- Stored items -
BEGIN

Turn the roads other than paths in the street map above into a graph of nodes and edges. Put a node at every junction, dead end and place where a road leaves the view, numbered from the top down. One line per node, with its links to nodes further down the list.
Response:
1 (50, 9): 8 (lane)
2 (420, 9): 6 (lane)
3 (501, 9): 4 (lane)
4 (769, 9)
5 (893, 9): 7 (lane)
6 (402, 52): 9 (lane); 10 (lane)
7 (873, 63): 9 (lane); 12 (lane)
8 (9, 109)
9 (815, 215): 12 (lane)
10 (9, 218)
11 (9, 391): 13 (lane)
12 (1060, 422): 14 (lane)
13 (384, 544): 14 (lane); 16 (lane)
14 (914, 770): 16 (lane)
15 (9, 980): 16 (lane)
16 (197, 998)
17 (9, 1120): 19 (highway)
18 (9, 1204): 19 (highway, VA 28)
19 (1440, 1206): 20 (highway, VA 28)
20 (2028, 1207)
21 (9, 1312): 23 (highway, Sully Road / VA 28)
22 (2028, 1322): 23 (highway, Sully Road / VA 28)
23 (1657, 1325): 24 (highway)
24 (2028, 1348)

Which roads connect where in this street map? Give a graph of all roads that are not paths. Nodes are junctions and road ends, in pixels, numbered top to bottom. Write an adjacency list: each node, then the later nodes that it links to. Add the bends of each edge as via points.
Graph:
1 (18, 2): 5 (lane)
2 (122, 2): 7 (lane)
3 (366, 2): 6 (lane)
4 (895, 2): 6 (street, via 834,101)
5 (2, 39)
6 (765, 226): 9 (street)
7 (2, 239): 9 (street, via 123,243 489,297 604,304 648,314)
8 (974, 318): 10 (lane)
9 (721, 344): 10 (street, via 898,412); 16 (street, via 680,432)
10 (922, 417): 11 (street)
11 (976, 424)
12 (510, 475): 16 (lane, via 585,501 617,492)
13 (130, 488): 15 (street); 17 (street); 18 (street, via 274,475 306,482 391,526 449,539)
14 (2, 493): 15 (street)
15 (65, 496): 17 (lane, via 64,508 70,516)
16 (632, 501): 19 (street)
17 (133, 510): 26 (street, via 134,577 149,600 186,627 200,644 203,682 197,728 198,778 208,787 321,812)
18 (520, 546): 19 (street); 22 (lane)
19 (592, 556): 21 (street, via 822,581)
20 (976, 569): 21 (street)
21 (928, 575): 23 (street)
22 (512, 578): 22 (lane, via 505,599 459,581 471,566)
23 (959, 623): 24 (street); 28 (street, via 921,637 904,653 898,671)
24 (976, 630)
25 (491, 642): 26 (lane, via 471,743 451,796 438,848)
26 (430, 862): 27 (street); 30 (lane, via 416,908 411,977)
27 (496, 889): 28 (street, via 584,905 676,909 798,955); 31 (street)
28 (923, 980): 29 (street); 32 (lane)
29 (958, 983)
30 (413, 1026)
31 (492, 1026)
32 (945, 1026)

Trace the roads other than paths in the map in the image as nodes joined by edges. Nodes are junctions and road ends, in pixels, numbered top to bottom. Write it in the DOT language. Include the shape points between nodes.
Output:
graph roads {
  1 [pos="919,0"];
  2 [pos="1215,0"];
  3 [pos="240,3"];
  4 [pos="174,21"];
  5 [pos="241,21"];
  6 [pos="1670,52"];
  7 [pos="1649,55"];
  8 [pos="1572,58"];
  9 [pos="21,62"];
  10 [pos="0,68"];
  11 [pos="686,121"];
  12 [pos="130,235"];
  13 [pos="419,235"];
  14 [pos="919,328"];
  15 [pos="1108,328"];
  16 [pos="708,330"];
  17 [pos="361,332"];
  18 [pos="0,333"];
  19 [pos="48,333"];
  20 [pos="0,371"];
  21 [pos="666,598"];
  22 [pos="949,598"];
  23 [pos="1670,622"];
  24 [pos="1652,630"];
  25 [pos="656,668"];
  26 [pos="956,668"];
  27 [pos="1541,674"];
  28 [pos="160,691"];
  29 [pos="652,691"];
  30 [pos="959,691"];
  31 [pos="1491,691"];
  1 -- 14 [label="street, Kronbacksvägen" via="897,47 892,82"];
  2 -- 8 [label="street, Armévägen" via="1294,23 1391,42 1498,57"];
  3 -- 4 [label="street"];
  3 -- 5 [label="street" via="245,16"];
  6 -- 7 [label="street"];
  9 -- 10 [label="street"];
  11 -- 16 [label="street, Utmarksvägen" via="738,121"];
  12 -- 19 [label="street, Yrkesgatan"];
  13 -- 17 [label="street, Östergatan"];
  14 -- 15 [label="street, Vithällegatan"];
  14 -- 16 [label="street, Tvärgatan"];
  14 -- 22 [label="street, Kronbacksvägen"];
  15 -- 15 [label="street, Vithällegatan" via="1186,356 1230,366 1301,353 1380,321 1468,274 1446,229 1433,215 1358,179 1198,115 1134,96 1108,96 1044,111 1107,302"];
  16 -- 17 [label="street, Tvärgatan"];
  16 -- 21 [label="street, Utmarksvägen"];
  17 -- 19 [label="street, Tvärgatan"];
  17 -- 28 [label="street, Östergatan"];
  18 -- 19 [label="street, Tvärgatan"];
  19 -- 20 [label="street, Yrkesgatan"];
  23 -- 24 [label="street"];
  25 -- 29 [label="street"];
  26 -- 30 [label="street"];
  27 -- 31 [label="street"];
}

END

- Instructions for the task -
For each line in the records that contains the word "where", make a copy.

- Response for this exercise -
Turn the roads other than paths in the street map above into a graph of nodes and edges. Put a node at every junction, dead end and place where a road leaves the view, numbered from the top down. One line per node, with its links to nodes further down the list.
Which roads connect where in this street map? Give a graph of all roads that are not paths. Nodes are junctions and road ends, in pixels, numbered top to bottom. Write an adjacency list: each node, then the later nodes that it links to. Add the bends of each edge as via points.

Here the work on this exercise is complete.